▶ [The problem] Lines where the string "edges" appears are to be copied from the entries below.

..............................

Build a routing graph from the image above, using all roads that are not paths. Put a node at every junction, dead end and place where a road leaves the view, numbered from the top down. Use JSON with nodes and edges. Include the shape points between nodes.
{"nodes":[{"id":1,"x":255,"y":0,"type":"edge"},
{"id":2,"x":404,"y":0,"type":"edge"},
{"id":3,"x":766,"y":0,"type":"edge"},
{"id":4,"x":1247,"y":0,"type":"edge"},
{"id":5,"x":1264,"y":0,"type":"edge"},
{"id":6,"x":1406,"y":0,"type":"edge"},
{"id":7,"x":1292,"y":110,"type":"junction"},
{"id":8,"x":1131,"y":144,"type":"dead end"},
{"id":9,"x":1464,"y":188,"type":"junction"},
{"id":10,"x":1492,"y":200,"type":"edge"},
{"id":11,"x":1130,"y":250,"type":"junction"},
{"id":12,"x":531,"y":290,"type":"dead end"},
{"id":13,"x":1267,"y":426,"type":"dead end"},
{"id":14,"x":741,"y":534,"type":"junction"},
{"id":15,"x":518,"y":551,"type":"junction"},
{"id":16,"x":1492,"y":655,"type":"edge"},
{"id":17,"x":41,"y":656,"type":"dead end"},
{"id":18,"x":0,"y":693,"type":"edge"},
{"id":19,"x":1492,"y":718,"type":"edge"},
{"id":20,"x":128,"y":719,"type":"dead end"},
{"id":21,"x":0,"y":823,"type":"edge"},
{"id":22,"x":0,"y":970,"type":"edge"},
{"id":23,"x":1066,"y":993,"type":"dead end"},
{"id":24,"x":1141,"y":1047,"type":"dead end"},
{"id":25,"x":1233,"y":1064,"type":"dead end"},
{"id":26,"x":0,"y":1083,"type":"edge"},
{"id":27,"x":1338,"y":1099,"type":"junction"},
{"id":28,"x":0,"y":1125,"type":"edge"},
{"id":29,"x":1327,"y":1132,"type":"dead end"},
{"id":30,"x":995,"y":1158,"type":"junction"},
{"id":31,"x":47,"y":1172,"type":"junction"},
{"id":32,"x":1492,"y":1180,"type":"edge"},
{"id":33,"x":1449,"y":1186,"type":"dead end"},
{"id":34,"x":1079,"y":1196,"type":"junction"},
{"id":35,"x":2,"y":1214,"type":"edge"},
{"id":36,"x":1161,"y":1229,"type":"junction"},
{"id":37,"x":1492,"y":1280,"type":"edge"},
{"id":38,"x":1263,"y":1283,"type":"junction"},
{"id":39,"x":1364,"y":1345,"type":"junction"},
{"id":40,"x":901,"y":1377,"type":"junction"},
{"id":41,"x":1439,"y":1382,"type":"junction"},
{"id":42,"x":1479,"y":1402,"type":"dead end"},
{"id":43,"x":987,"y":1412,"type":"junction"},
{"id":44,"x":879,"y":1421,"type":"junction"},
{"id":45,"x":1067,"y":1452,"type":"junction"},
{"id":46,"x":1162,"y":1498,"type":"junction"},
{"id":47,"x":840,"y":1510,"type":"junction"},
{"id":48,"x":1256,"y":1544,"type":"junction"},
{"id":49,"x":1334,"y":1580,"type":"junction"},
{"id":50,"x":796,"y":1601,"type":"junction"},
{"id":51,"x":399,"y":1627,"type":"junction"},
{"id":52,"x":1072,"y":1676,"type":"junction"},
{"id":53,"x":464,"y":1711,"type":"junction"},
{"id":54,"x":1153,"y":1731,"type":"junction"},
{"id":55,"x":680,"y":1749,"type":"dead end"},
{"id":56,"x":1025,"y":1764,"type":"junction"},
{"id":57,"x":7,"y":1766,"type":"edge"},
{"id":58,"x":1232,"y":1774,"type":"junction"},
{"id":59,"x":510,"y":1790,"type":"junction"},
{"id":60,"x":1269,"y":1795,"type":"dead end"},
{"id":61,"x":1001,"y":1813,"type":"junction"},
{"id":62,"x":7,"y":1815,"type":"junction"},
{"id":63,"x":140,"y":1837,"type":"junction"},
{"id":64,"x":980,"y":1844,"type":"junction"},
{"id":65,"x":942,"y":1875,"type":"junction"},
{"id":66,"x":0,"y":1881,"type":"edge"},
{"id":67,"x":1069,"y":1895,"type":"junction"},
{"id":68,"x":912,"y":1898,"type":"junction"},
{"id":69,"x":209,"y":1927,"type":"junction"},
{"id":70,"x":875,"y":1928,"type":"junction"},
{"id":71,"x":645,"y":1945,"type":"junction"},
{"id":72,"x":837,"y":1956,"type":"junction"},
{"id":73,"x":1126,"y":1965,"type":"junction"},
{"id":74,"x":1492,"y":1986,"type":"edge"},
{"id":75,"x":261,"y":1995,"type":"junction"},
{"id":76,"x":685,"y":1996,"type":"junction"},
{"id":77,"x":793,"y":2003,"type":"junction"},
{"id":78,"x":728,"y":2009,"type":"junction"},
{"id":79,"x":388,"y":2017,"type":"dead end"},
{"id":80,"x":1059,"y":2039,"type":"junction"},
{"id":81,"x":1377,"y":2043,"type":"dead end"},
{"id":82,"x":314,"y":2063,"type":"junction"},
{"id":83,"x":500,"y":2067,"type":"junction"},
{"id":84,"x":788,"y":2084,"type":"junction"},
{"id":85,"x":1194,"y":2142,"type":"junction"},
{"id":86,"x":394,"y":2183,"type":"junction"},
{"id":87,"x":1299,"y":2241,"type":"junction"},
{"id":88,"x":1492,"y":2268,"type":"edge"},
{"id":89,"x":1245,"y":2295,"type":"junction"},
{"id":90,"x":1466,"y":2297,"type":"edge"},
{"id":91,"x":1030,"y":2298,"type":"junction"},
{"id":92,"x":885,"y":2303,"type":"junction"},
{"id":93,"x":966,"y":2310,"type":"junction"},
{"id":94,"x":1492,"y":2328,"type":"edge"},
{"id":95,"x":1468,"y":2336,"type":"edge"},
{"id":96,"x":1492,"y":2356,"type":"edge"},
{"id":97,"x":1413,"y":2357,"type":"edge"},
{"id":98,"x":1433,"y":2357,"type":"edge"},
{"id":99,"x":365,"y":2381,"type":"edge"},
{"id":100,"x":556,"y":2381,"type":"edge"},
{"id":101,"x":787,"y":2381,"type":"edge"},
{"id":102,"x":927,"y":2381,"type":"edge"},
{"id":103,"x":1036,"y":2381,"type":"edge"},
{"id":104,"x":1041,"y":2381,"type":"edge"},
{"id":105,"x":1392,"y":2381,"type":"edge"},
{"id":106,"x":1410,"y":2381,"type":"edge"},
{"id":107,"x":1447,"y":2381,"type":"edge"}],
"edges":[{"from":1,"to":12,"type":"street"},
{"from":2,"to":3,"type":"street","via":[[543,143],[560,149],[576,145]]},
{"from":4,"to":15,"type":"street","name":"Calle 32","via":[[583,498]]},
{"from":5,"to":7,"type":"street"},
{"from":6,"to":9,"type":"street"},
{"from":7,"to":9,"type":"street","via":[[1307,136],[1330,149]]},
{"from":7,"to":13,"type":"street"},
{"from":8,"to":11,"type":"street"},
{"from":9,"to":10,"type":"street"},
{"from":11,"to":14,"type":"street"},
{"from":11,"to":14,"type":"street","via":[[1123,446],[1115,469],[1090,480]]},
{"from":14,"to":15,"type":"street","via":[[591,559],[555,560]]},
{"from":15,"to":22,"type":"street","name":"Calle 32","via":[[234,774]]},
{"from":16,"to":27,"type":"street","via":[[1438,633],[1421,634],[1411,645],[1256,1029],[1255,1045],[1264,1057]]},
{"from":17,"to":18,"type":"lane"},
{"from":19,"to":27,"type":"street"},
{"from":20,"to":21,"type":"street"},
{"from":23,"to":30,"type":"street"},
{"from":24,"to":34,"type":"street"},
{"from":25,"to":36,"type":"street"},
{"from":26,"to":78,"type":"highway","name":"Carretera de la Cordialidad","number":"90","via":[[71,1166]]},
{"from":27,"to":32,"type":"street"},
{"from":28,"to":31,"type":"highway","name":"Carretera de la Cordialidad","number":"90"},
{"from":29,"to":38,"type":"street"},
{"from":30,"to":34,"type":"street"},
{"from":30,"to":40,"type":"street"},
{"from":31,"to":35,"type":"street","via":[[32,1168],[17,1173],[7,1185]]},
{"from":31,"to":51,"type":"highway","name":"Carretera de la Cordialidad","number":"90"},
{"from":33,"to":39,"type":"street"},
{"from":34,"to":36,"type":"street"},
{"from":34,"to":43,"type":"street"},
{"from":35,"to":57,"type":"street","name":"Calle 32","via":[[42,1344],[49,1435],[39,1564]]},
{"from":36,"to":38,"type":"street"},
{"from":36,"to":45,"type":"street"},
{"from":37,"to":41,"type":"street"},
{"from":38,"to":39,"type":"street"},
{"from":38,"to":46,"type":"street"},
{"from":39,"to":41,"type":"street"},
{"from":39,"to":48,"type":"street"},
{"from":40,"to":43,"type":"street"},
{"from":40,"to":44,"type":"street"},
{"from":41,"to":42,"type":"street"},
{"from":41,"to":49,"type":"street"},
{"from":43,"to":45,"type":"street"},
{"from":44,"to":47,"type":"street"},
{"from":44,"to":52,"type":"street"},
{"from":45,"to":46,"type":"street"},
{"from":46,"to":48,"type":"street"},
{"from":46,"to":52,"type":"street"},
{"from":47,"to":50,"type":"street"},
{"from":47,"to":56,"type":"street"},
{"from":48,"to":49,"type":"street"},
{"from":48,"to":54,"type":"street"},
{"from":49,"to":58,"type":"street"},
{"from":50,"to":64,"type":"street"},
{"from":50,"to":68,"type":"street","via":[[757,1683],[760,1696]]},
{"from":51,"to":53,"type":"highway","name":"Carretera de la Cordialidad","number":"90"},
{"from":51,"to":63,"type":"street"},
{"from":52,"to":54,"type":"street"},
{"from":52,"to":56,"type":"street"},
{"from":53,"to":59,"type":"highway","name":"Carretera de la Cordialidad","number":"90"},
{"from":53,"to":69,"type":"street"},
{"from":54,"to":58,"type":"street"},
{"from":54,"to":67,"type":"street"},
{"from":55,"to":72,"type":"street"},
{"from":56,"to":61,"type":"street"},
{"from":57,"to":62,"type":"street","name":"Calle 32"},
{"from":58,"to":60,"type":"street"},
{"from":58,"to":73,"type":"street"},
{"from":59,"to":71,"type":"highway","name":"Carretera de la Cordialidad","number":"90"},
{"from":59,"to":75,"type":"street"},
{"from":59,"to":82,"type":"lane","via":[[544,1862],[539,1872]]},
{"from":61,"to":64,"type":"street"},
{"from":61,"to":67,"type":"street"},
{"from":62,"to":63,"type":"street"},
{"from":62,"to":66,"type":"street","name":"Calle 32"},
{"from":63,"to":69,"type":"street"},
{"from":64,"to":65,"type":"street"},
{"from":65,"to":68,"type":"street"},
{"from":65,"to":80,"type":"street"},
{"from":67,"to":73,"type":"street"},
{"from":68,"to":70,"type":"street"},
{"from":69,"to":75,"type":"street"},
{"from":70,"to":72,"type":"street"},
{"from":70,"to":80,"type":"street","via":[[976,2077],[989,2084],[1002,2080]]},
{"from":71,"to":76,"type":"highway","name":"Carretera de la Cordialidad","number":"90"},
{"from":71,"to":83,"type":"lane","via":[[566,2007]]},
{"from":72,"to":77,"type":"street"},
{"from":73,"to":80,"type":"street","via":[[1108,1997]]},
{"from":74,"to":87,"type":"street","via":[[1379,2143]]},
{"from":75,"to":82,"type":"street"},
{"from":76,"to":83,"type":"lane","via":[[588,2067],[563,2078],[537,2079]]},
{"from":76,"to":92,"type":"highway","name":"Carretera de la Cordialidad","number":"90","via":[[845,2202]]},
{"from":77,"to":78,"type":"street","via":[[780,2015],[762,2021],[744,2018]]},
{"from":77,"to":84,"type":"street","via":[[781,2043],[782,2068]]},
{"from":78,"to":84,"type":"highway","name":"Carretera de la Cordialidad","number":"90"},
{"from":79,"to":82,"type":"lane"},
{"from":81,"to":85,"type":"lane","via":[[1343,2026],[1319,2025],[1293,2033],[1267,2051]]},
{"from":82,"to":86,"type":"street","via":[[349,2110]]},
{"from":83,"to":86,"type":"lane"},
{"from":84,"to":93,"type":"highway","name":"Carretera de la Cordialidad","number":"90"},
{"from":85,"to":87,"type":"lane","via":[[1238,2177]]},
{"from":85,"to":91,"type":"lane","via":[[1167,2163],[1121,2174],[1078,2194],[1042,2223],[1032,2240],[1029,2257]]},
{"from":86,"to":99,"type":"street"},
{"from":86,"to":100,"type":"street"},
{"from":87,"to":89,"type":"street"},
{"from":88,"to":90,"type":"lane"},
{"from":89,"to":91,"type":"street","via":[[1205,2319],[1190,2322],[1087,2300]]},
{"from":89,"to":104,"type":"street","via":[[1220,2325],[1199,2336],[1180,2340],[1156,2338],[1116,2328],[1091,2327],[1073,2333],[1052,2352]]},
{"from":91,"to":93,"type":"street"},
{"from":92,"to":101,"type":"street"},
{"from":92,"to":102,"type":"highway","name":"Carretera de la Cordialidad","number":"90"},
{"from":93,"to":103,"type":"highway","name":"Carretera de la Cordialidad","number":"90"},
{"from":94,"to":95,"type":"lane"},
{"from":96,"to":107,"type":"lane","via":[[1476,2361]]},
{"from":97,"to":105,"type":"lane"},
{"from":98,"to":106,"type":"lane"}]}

..............................

▶ [Answer space]
Build a routing graph from the image above, using all roads that are not paths. Put a node at every junction, dead end and place where a road leaves the view, numbered from the top down. Use JSON with nodes and edges. Include the shape points between nodes.
"edges":[{"from":1,"to":12,"type":"street"},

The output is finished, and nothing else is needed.